(Stored items)
[Start of section]
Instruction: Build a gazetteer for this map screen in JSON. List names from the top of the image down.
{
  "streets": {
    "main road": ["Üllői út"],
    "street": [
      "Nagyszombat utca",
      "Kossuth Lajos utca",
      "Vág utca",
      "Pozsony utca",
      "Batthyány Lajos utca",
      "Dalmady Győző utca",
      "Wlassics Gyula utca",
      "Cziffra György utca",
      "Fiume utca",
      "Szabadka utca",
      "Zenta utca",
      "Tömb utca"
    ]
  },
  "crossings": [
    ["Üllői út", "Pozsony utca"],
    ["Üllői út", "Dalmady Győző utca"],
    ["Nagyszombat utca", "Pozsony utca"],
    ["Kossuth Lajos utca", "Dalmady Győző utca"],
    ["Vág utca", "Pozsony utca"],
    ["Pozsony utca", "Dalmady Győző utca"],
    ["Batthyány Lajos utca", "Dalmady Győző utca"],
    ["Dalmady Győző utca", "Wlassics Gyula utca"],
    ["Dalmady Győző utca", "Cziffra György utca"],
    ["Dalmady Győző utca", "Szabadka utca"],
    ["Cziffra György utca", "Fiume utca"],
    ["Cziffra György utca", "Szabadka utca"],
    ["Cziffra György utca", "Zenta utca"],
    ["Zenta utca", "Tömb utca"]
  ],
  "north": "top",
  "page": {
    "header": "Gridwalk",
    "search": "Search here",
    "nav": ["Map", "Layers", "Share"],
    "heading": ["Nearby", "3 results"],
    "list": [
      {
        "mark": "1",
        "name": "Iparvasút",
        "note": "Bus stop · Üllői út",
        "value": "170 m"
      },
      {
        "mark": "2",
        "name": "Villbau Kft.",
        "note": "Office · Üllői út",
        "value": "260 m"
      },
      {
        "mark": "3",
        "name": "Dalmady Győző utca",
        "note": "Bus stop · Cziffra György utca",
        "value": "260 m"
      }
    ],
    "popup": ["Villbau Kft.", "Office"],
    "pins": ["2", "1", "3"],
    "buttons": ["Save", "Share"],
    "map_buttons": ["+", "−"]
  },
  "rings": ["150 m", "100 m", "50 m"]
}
[End of section]
[Start of section]
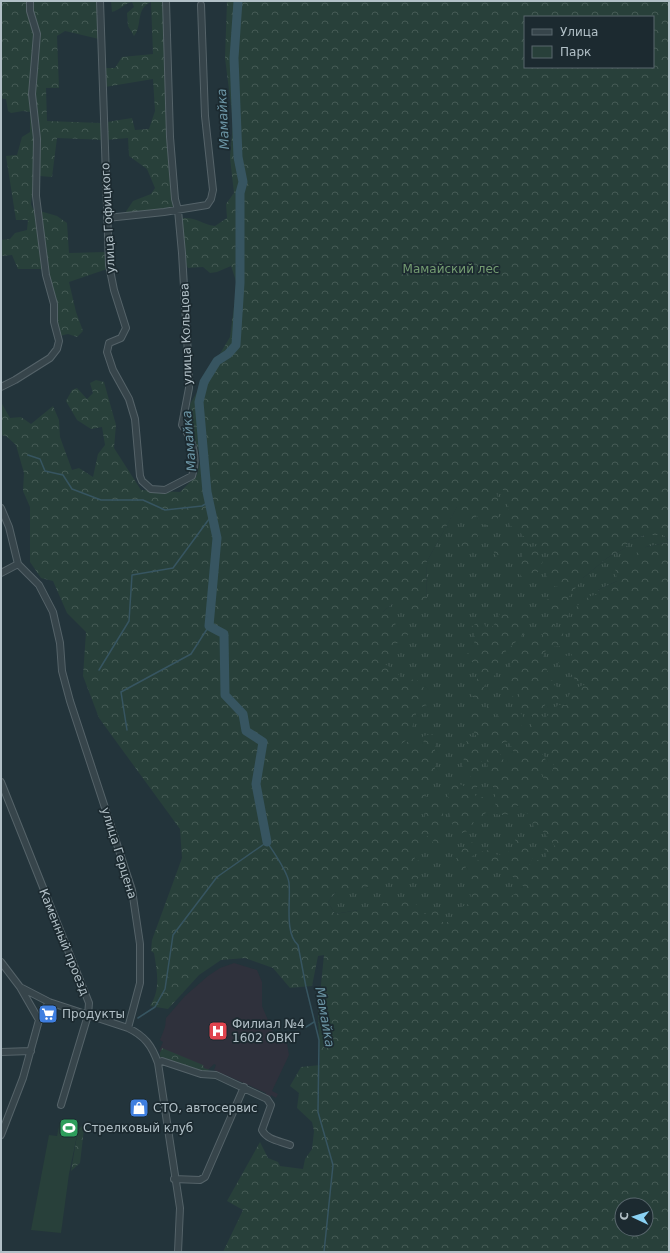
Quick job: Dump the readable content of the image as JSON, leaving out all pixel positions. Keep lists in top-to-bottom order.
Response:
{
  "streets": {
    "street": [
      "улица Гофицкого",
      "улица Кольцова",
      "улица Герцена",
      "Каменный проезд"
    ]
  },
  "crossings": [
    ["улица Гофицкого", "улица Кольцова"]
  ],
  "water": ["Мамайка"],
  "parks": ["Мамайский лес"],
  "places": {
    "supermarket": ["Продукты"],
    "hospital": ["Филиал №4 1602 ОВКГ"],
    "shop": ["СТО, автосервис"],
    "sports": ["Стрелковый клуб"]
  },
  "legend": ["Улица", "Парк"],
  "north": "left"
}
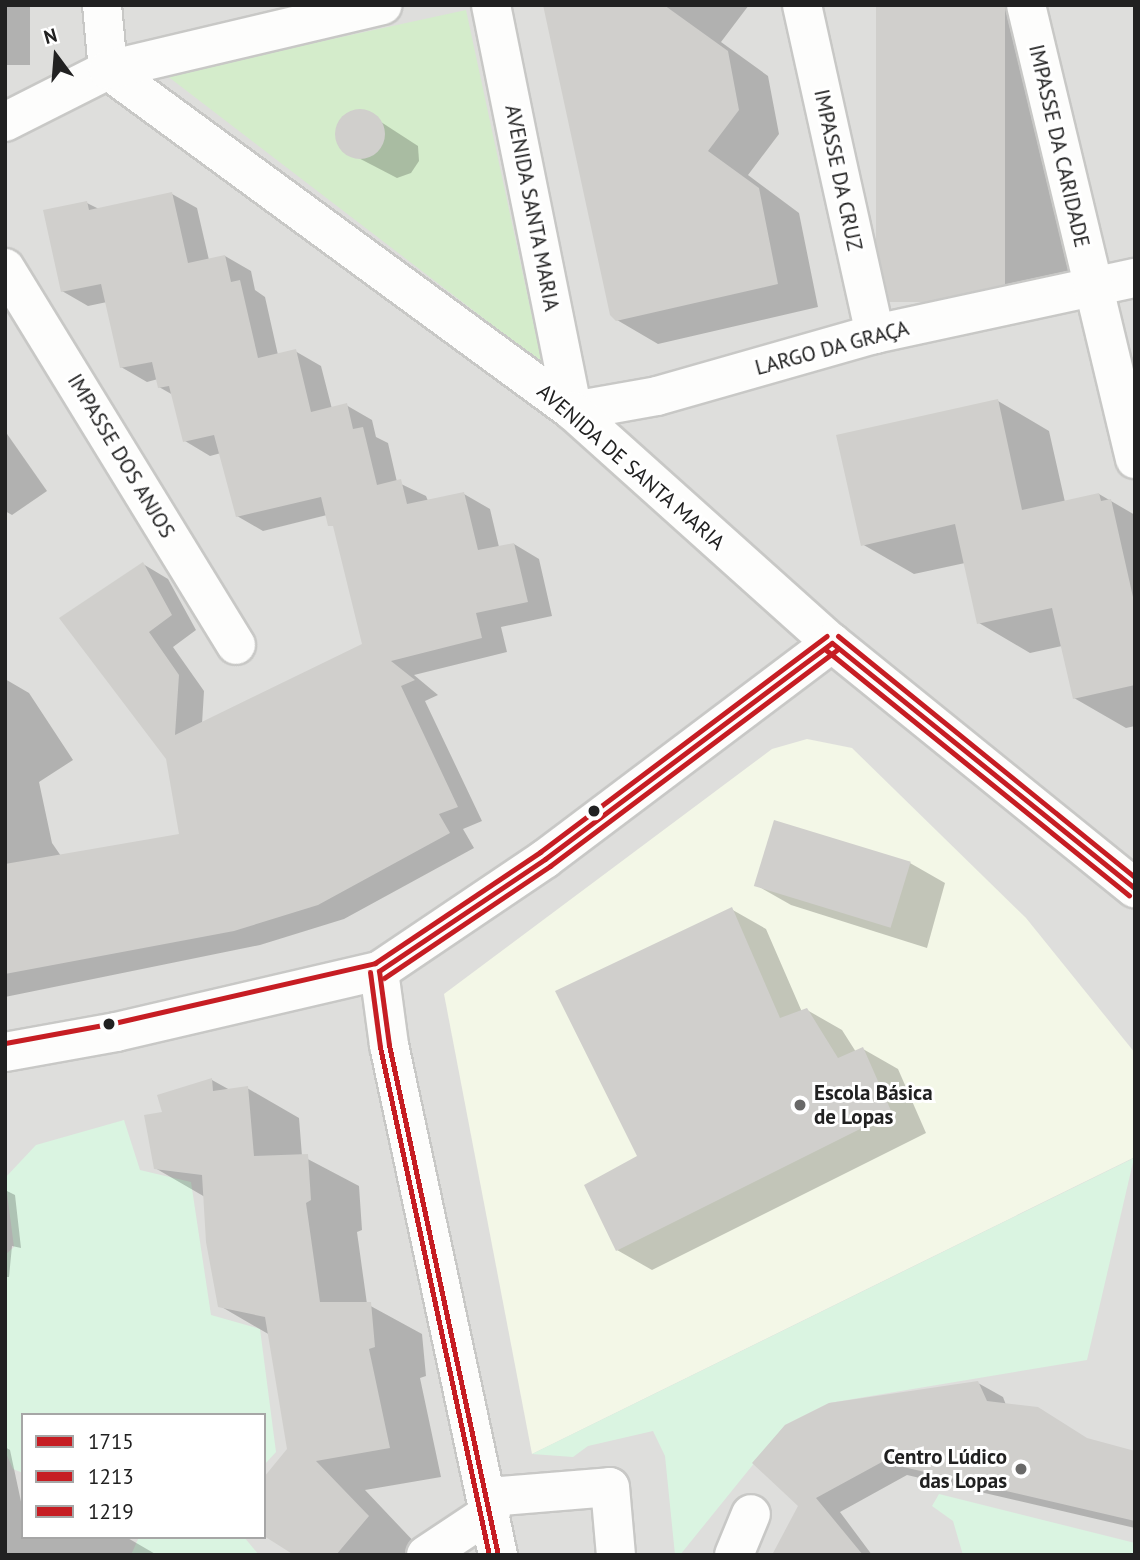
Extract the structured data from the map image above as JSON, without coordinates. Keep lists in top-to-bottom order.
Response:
[End of section]
→ Task objective:
Scan the lines above, and whenever one holds the string "bottom", copy it.

→ Solution for this problem:
Quick job: Dump the readable content of the image as JSON, leaving out all pixel positions. Keep lists in top-to-bottom order.
Extract the structured data from the map image above as JSON, without coordinates. Keep lists in top-to-bottom order.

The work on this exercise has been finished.